▶ **REQUIRED ACTION**:
Each entry should appear in the answer exactly as written.

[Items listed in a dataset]
- Opening Delimiter -
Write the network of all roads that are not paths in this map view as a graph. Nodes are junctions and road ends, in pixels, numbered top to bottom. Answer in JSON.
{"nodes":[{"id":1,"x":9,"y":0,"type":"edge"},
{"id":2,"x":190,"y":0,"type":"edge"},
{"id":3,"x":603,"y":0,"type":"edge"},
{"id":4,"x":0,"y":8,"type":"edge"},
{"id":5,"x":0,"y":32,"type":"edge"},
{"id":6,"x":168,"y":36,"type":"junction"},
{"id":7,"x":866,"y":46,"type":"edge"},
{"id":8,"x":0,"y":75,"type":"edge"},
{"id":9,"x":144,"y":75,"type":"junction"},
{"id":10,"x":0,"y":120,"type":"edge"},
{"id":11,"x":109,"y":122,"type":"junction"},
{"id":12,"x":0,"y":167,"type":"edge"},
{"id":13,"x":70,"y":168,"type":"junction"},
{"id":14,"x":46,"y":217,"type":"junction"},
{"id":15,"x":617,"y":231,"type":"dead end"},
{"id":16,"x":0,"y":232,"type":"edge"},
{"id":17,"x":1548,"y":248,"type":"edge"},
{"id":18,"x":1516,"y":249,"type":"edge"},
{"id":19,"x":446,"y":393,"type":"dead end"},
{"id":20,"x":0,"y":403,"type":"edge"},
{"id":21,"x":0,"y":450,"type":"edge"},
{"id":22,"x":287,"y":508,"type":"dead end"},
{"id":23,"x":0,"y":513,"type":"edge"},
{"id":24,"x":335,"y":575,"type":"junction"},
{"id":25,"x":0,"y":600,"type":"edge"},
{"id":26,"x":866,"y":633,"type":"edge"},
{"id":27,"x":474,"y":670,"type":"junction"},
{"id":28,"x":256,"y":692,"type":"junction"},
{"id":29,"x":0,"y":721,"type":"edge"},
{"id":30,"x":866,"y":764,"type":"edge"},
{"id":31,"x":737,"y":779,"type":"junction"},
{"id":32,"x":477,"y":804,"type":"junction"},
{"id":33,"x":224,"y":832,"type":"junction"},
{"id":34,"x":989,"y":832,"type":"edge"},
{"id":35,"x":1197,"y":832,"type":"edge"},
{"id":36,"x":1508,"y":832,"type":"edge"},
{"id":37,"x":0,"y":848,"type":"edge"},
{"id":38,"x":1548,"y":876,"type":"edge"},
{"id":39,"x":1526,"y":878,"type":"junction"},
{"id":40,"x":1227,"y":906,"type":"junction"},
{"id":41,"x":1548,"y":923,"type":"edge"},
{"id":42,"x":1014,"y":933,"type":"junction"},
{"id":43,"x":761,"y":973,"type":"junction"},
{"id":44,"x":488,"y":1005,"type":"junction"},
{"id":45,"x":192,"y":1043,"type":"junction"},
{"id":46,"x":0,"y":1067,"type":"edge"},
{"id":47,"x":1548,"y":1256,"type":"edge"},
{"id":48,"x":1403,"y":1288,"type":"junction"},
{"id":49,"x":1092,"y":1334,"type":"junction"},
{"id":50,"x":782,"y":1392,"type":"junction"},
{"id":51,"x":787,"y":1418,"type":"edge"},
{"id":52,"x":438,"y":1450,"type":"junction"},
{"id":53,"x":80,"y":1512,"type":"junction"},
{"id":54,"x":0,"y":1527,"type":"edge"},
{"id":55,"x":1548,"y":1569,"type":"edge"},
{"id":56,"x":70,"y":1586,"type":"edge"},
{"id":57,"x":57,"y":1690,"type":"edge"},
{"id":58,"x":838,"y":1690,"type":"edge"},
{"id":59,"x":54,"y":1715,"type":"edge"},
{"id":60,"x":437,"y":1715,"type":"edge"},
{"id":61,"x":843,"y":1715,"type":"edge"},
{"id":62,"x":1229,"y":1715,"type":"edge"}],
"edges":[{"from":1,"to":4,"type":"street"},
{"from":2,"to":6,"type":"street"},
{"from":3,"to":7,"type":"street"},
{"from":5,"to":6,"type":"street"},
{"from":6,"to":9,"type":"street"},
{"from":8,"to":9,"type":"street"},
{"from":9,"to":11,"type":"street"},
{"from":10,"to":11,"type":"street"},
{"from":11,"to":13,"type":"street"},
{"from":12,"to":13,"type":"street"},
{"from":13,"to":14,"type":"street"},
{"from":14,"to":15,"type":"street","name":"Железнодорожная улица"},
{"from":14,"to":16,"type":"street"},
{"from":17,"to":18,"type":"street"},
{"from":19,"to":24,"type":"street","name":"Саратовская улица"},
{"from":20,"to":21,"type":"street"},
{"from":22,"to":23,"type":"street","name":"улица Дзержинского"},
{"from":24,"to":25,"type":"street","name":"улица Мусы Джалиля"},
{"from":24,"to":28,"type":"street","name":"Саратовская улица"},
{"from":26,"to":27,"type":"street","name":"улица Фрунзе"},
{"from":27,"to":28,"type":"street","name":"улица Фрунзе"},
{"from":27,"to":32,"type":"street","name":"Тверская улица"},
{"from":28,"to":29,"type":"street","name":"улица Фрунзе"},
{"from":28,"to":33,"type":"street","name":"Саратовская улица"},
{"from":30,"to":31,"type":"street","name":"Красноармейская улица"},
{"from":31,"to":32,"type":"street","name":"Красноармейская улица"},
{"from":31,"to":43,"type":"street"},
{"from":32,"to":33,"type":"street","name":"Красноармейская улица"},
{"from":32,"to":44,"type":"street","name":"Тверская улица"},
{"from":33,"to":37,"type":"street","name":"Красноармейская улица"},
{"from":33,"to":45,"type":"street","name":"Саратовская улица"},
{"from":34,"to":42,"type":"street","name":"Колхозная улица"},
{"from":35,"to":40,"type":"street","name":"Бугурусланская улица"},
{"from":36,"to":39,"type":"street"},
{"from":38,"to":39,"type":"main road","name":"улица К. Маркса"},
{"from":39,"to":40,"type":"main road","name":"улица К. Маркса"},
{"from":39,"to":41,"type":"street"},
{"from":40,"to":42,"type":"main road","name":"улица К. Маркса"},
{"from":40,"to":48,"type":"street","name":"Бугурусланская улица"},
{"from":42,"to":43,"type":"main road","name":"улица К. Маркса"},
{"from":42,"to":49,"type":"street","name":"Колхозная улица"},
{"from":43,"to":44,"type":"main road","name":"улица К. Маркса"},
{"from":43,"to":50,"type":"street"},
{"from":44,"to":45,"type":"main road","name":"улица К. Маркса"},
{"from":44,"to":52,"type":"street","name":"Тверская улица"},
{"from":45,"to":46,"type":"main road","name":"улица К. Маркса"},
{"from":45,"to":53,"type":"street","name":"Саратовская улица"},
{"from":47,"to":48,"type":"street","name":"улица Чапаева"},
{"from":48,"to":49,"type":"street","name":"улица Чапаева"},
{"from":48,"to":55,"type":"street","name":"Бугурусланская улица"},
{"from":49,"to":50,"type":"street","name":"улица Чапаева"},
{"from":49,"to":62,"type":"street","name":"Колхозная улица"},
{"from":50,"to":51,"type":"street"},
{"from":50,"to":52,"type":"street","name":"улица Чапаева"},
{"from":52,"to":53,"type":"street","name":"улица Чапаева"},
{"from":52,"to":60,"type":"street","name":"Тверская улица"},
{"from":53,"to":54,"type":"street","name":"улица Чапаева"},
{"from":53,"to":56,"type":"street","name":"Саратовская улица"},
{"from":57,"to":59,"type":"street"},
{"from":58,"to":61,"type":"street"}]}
- Closing Delimiter -
▶ **SOLUTION TO THIS EXERCISE**:
Write the network of all roads that are not paths in this map view as a graph. Nodes are junctions and road ends, in pixels, numbered top to bottom. Answer in JSON.
{"nodes":[{"id":1,"x":9,"y":0,"type":"edge"},
{"id":2,"x":190,"y":0,"type":"edge"},
{"id":3,"x":603,"y":0,"type":"edge"},
{"id":4,"x":0,"y":8,"type":"edge"},
{"id":5,"x":0,"y":32,"type":"edge"},
{"id":6,"x":168,"y":36,"type":"junction"},
{"id":7,"x":866,"y":46,"type":"edge"},
{"id":8,"x":0,"y":75,"type":"edge"},
{"id":9,"x":144,"y":75,"type":"junction"},
{"id":10,"x":0,"y":120,"type":"edge"},
{"id":11,"x":109,"y":122,"type":"junction"},
{"id":12,"x":0,"y":167,"type":"edge"},
{"id":13,"x":70,"y":168,"type":"junction"},
{"id":14,"x":46,"y":217,"type":"junction"},
{"id":15,"x":617,"y":231,"type":"dead end"},
{"id":16,"x":0,"y":232,"type":"edge"},
{"id":17,"x":1548,"y":248,"type":"edge"},
{"id":18,"x":1516,"y":249,"type":"edge"},
{"id":19,"x":446,"y":393,"type":"dead end"},
{"id":20,"x":0,"y":403,"type":"edge"},
{"id":21,"x":0,"y":450,"type":"edge"},
{"id":22,"x":287,"y":508,"type":"dead end"},
{"id":23,"x":0,"y":513,"type":"edge"},
{"id":24,"x":335,"y":575,"type":"junction"},
{"id":25,"x":0,"y":600,"type":"edge"},
{"id":26,"x":866,"y":633,"type":"edge"},
{"id":27,"x":474,"y":670,"type":"junction"},
{"id":28,"x":256,"y":692,"type":"junction"},
{"id":29,"x":0,"y":721,"type":"edge"},
{"id":30,"x":866,"y":764,"type":"edge"},
{"id":31,"x":737,"y":779,"type":"junction"},
{"id":32,"x":477,"y":804,"type":"junction"},
{"id":33,"x":224,"y":832,"type":"junction"},
{"id":34,"x":989,"y":832,"type":"edge"},
{"id":35,"x":1197,"y":832,"type":"edge"},
{"id":36,"x":1508,"y":832,"type":"edge"},
{"id":37,"x":0,"y":848,"type":"edge"},
{"id":38,"x":1548,"y":876,"type":"edge"},
{"id":39,"x":1526,"y":878,"type":"junction"},
{"id":40,"x":1227,"y":906,"type":"junction"},
{"id":41,"x":1548,"y":923,"type":"edge"},
{"id":42,"x":1014,"y":933,"type":"junction"},
{"id":43,"x":761,"y":973,"type":"junction"},
{"id":44,"x":488,"y":1005,"type":"junction"},
{"id":45,"x":192,"y":1043,"type":"junction"},
{"id":46,"x":0,"y":1067,"type":"edge"},
{"id":47,"x":1548,"y":1256,"type":"edge"},
{"id":48,"x":1403,"y":1288,"type":"junction"},
{"id":49,"x":1092,"y":1334,"type":"junction"},
{"id":50,"x":782,"y":1392,"type":"junction"},
{"id":51,"x":787,"y":1418,"type":"edge"},
{"id":52,"x":438,"y":1450,"type":"junction"},
{"id":53,"x":80,"y":1512,"type":"junction"},
{"id":54,"x":0,"y":1527,"type":"edge"},
{"id":55,"x":1548,"y":1569,"type":"edge"},
{"id":56,"x":70,"y":1586,"type":"edge"},
{"id":57,"x":57,"y":1690,"type":"edge"},
{"id":58,"x":838,"y":1690,"type":"edge"},
{"id":59,"x":54,"y":1715,"type":"edge"},
{"id":60,"x":437,"y":1715,"type":"edge"},
{"id":61,"x":843,"y":1715,"type":"edge"},
{"id":62,"x":1229,"y":1715,"type":"edge"}],
"edges":[{"from":1,"to":4,"type":"street"},
{"from":2,"to":6,"type":"street"},
{"from":3,"to":7,"type":"street"},
{"from":5,"to":6,"type":"street"},
{"from":6,"to":9,"type":"street"},
{"from":8,"to":9,"type":"street"},
{"from":9,"to":11,"type":"street"},
{"from":10,"to":11,"type":"street"},
{"from":11,"to":13,"type":"street"},
{"from":12,"to":13,"type":"street"},
{"from":13,"to":14,"type":"street"},
{"from":14,"to":15,"type":"street","name":"Железнодорожная улица"},
{"from":14,"to":16,"type":"street"},
{"from":17,"to":18,"type":"street"},
{"from":19,"to":24,"type":"street","name":"Саратовская улица"},
{"from":20,"to":21,"type":"street"},
{"from":22,"to":23,"type":"street","name":"улица Дзержинского"},
{"from":24,"to":25,"type":"street","name":"улица Мусы Джалиля"},
{"from":24,"to":28,"type":"street","name":"Саратовская улица"},
{"from":26,"to":27,"type":"street","name":"улица Фрунзе"},
{"from":27,"to":28,"type":"street","name":"улица Фрунзе"},
{"from":27,"to":32,"type":"street","name":"Тверская улица"},
{"from":28,"to":29,"type":"street","name":"улица Фрунзе"},
{"from":28,"to":33,"type":"street","name":"Саратовская улица"},
{"from":30,"to":31,"type":"street","name":"Красноармейская улица"},
{"from":31,"to":32,"type":"street","name":"Красноармейская улица"},
{"from":31,"to":43,"type":"street"},
{"from":32,"to":33,"type":"street","name":"Красноармейская улица"},
{"from":32,"to":44,"type":"street","name":"Тверская улица"},
{"from":33,"to":37,"type":"street","name":"Красноармейская улица"},
{"from":33,"to":45,"type":"street","name":"Саратовская улица"},
{"from":34,"to":42,"type":"street","name":"Колхозная улица"},
{"from":35,"to":40,"type":"street","name":"Бугурусланская улица"},
{"from":36,"to":39,"type":"street"},
{"from":38,"to":39,"type":"main road","name":"улица К. Маркса"},
{"from":39,"to":40,"type":"main road","name":"улица К. Маркса"},
{"from":39,"to":41,"type":"street"},
{"from":40,"to":42,"type":"main road","name":"улица К. Маркса"},
{"from":40,"to":48,"type":"street","name":"Бугурусланская улица"},
{"from":42,"to":43,"type":"main road","name":"улица К. Маркса"},
{"from":42,"to":49,"type":"street","name":"Колхозная улица"},
{"from":43,"to":44,"type":"main road","name":"улица К. Маркса"},
{"from":43,"to":50,"type":"street"},
{"from":44,"to":45,"type":"main road","name":"улица К. Маркса"},
{"from":44,"to":52,"type":"street","name":"Тверская улица"},
{"from":45,"to":46,"type":"main road","name":"улица К. Маркса"},
{"from":45,"to":53,"type":"street","name":"Саратовская улица"},
{"from":47,"to":48,"type":"street","name":"улица Чапаева"},
{"from":48,"to":49,"type":"street","name":"улица Чапаева"},
{"from":48,"to":55,"type":"street","name":"Бугурусланская улица"},
{"from":49,"to":50,"type":"street","name":"улица Чапаева"},
{"from":49,"to":62,"type":"street","name":"Колхозная улица"},
{"from":50,"to":51,"type":"street"},
{"from":50,"to":52,"type":"street","name":"улица Чапаева"},
{"from":52,"to":53,"type":"street","name":"улица Чапаева"},
{"from":52,"to":60,"type":"street","name":"Тверская улица"},
{"from":53,"to":54,"type":"street","name":"улица Чапаева"},
{"from":53,"to":56,"type":"street","name":"Саратовская улица"},
{"from":57,"to":59,"type":"street"},
{"from":58,"to":61,"type":"street"}]}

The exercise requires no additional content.